What you have to do:
From the entries, copy every line that carries the string "main".

[Opening Information shown section]

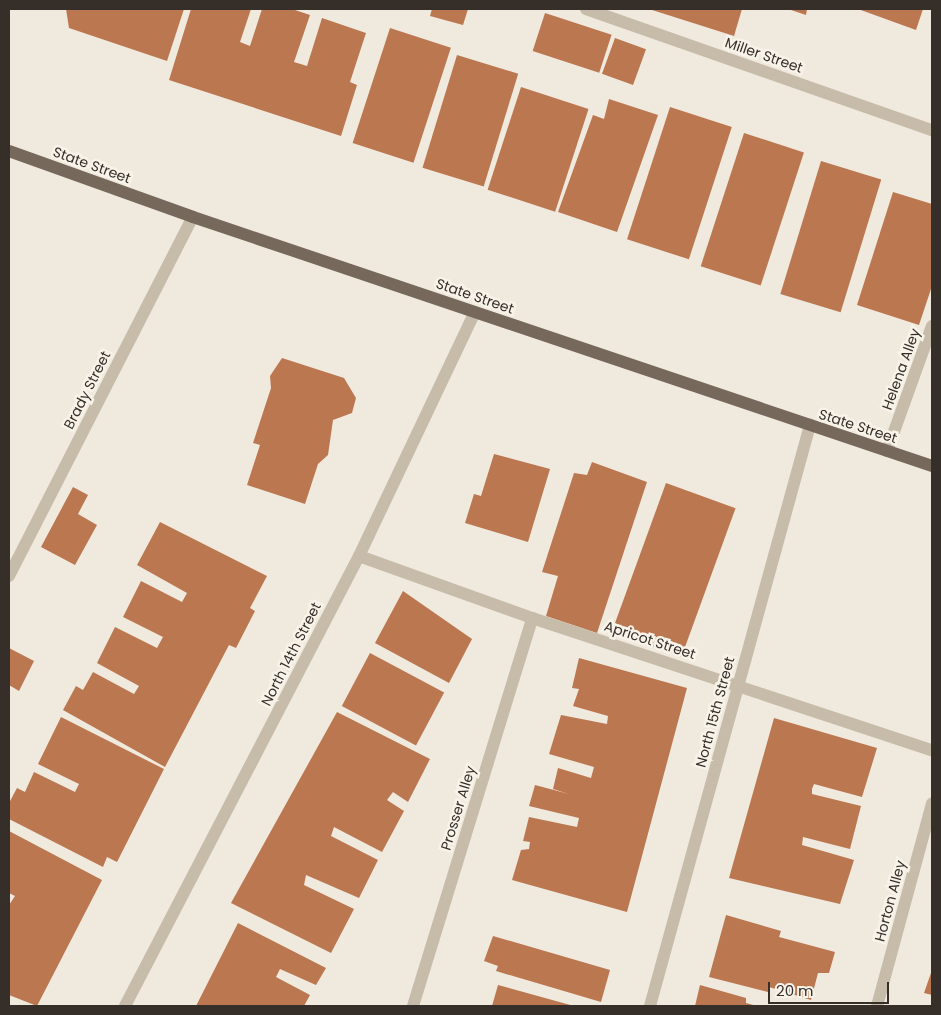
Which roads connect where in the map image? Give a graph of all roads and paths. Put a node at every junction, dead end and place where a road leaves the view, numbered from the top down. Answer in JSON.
{"nodes":[{"id":1,"x":586,"y":9,"type":"edge"},
{"id":2,"x":932,"y":130,"type":"edge"},
{"id":3,"x":9,"y":151,"type":"edge"},
{"id":4,"x":193,"y":217,"type":"junction"},
{"id":5,"x":475,"y":312,"type":"junction"},
{"id":6,"x":932,"y":326,"type":"edge"},
{"id":7,"x":810,"y":425,"type":"junction"},
{"id":8,"x":888,"y":451,"type":"junction"},
{"id":9,"x":932,"y":466,"type":"edge"},
{"id":10,"x":359,"y":556,"type":"junction"},
{"id":11,"x":9,"y":576,"type":"edge"},
{"id":12,"x":532,"y":618,"type":"junction"},
{"id":13,"x":738,"y":684,"type":"junction"},
{"id":14,"x":932,"y":750,"type":"edge"},
{"id":15,"x":932,"y":804,"type":"edge"},
{"id":16,"x":126,"y":1006,"type":"edge"},
{"id":17,"x":413,"y":1006,"type":"edge"},
{"id":18,"x":650,"y":1006,"type":"edge"},
{"id":19,"x":877,"y":1006,"type":"edge"}],
"edges":[{"from":1,"to":2,"type":"street","name":"Miller Street"},
{"from":3,"to":4,"type":"main road","name":"State Street"},
{"from":4,"to":5,"type":"main road","name":"State Street"},
{"from":4,"to":11,"type":"street","name":"Brady Street"},
{"from":5,"to":7,"type":"main road","name":"State Street"},
{"from":5,"to":10,"type":"street","name":"North 14th Street"},
{"from":6,"to":8,"type":"street","name":"Helena Alley"},
{"from":7,"to":8,"type":"main road","name":"State Street"},
{"from":7,"to":13,"type":"street","name":"North 15th Street"},
{"from":8,"to":9,"type":"main road","name":"State Street"},
{"from":10,"to":12,"type":"street","name":"Apricot Street"},
{"from":10,"to":16,"type":"street","name":"North 14th Street"},
{"from":12,"to":13,"type":"street","name":"Apricot Street"},
{"from":12,"to":17,"type":"street","name":"Prosser Alley"},
{"from":13,"to":14,"type":"street","name":"Apricot Street"},
{"from":13,"to":18,"type":"street","name":"North 15th Street"},
{"from":15,"to":19,"type":"street","name":"Horton Alley"}]}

[Closing Information shown section]

Reply to the task:
{"from":3,"to":4,"type":"main road","name":"State Street"},
{"from":4,"to":5,"type":"main road","name":"State Street"},
{"from":5,"to":7,"type":"main road","name":"State Street"},
{"from":7,"to":8,"type":"main road","name":"State Street"},
{"from":8,"to":9,"type":"main road","name":"State Street"},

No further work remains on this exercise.